===== Material to process

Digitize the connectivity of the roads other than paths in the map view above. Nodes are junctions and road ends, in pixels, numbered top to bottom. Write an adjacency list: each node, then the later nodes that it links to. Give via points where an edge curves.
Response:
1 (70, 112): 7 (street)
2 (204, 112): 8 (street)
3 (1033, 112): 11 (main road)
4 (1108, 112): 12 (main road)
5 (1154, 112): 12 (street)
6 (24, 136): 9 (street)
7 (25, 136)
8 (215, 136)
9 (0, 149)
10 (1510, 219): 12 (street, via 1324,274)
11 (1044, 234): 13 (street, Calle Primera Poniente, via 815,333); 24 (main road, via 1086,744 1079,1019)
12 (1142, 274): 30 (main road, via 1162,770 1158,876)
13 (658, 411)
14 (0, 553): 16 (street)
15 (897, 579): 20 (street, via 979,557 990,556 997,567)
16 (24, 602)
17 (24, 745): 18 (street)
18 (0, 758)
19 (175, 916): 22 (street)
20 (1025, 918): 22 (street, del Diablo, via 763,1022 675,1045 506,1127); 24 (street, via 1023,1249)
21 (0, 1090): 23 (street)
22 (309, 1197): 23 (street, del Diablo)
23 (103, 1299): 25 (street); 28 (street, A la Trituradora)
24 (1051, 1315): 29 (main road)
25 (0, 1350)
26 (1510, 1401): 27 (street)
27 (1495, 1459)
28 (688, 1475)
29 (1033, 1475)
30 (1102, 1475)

==========
===== Material to process

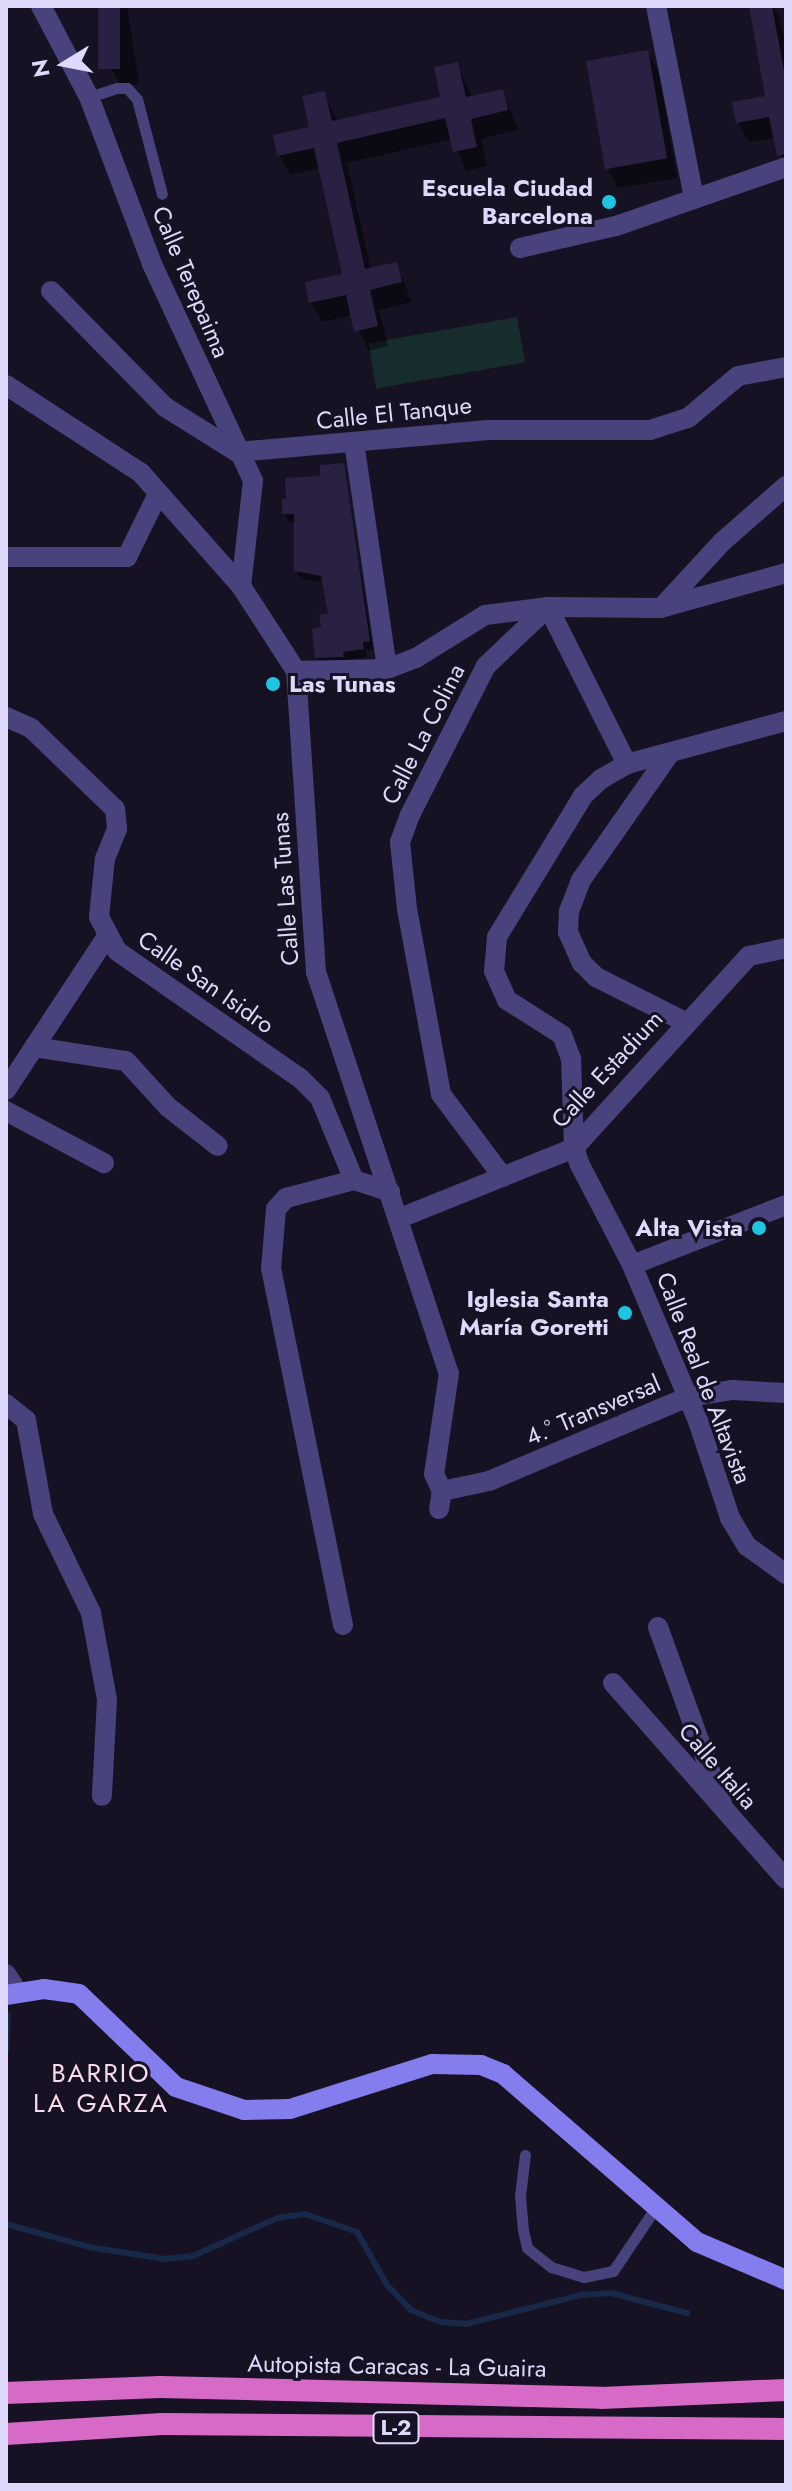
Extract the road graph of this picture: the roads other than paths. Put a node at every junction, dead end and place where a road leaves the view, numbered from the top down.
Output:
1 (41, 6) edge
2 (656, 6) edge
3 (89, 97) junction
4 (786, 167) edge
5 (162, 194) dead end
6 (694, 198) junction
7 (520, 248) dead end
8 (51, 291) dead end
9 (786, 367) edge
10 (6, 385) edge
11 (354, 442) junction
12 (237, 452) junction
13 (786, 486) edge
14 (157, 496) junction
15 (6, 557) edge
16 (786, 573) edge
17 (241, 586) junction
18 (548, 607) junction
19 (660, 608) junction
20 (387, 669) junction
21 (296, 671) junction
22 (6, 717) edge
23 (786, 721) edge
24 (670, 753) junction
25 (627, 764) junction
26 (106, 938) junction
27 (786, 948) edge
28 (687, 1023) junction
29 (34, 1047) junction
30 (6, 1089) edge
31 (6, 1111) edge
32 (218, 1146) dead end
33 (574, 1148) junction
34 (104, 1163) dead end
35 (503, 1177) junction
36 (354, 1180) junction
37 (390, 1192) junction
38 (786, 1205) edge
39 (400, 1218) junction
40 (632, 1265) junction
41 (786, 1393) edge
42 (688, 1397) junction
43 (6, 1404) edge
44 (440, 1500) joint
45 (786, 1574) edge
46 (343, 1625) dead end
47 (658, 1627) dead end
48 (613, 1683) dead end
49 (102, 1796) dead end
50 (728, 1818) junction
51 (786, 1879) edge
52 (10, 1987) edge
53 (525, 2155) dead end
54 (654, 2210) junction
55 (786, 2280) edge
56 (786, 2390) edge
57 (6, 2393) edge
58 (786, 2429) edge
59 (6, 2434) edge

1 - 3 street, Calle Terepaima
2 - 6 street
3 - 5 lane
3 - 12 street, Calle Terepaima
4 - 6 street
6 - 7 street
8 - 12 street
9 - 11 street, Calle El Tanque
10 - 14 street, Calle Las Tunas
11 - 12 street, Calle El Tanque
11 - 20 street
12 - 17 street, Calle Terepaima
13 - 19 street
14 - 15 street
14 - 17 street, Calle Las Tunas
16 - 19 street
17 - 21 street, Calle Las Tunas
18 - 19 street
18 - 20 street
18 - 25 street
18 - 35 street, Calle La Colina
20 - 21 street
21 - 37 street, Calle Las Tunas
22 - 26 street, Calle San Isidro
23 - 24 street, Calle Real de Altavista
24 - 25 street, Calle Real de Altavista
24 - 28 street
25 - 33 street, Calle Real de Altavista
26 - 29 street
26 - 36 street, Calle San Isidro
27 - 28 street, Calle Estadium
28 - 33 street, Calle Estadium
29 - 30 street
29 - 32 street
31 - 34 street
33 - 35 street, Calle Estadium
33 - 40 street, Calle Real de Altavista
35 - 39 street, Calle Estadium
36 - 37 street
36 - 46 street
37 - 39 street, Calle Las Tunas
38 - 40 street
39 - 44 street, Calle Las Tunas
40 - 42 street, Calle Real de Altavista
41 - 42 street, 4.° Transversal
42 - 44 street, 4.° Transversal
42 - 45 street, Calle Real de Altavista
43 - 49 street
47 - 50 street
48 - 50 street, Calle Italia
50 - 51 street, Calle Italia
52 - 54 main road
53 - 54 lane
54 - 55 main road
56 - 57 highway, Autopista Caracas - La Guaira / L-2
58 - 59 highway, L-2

==========

■ **Your goal**: Go through the records above. Copy each line in which the string "roads" appears.

■ **Result of this task**:
Digitize the connectivity of the roads other than paths in the map view above. Nodes are junctions and road ends, in pixels, numbered top to bottom. Write an adjacency list: each node, then the later nodes that it links to. Give via points where an edge curves.
Extract the road graph of this picture: the roads other than paths. Put a node at every junction, dead end and place where a road leaves the view, numbered from the top down.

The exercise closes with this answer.